I haven't visited here in some time due to my crazy schedule. Life is hectic right now. Hectic usually equals stress. Yeah, y'all know what this all adds up to. After years virtually symptom free or at least with very tolerable symptoms, I'm officially out of remission. If you've read this far I feel obligated to offer you a heads up, frustrated whining incoming! Yep, gunna be a long read.
My family/friends are amazingly supportive and I love them for that. I am blessed to have them. Though it is a bitter sweet fact, I find comfort complaining to those that understand. I'm sorry that y'all understand, I really am. I can't complain to them, don't want em to worry. Don't wanna be treated like a sick young adult. My thoughts may become a jumbled mess of emotion, do forgive me.
I have quit my third job upon request from my doctor and family. They know that if I can get out of bed, I will go to work and bust my rump to do my best. Why the hell am I drawn to jobs that are physically straining?

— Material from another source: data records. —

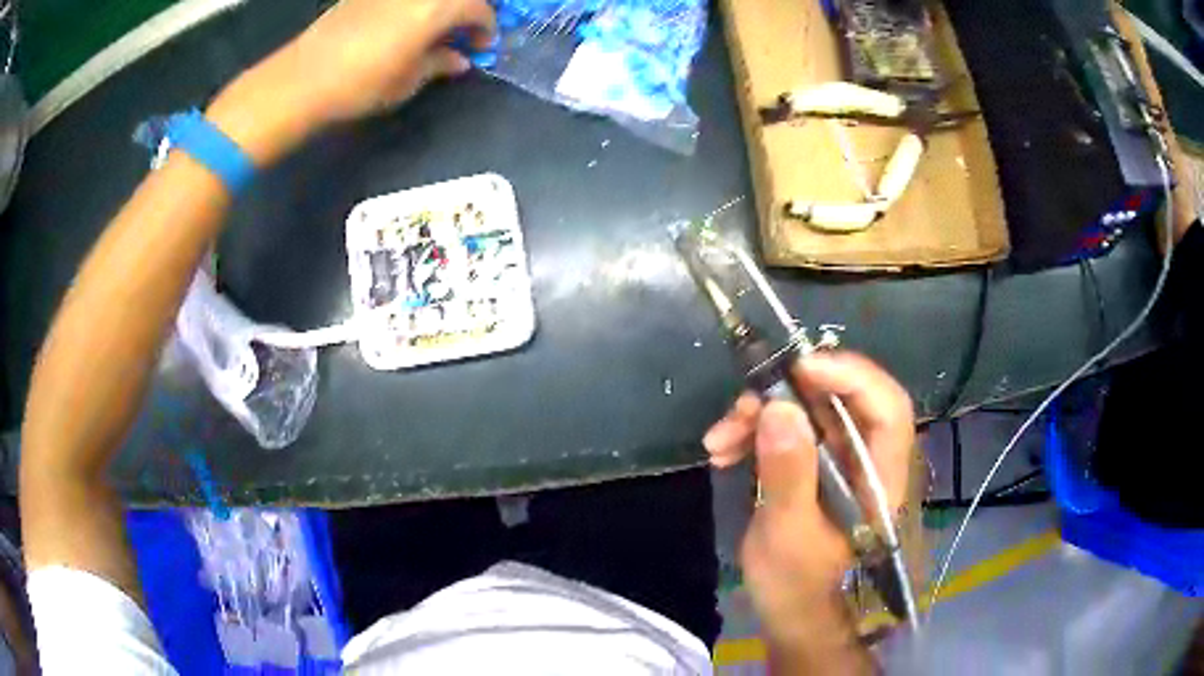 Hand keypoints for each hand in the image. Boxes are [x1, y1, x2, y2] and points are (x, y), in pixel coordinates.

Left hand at [206, 0, 495, 163]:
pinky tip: (402, 24)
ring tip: (432, 29)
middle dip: (465, 11)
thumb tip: (459, 59)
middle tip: (461, 33)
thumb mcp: (408, 81)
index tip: (481, 47)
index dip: (485, 28)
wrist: (302, 79)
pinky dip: (411, 7)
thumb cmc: (361, 84)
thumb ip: (439, 63)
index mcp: (437, 7)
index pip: (477, 9)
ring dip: (438, 8)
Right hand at [704, 352, 912, 660]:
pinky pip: (787, 428)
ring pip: (808, 409)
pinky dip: (754, 431)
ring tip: (720, 439)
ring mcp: (839, 459)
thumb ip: (788, 474)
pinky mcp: (813, 463)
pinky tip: (722, 450)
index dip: (852, 377)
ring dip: (761, 414)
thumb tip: (779, 407)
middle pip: (842, 399)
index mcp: (880, 478)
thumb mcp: (788, 533)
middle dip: (789, 394)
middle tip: (744, 406)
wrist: (789, 612)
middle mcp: (866, 458)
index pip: (887, 407)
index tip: (801, 369)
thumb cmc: (796, 584)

-Dental radiology. Put me in to my first flare along with a year of physical therapy for my legs, knees, feet and back.
-Gymnastics instructor. Dunno how I ended up with pleurisy but I was told I couldn't lift more than 3lbs for quite some time. Half my students were 14 year old boys and girls bigger than me as I'm petite.
-Waitressing. 8 hours, no breaks. 'Nuff said.
I hate, hate, hate when my body tells me I can no longer do something I enjoy. I'm a quarter of a century and I can hardly keep up with my mother (whose health isn't all that great either, bless her).
Nausea, all day all night. I wish I'd just vomit and be done with the upset tummy.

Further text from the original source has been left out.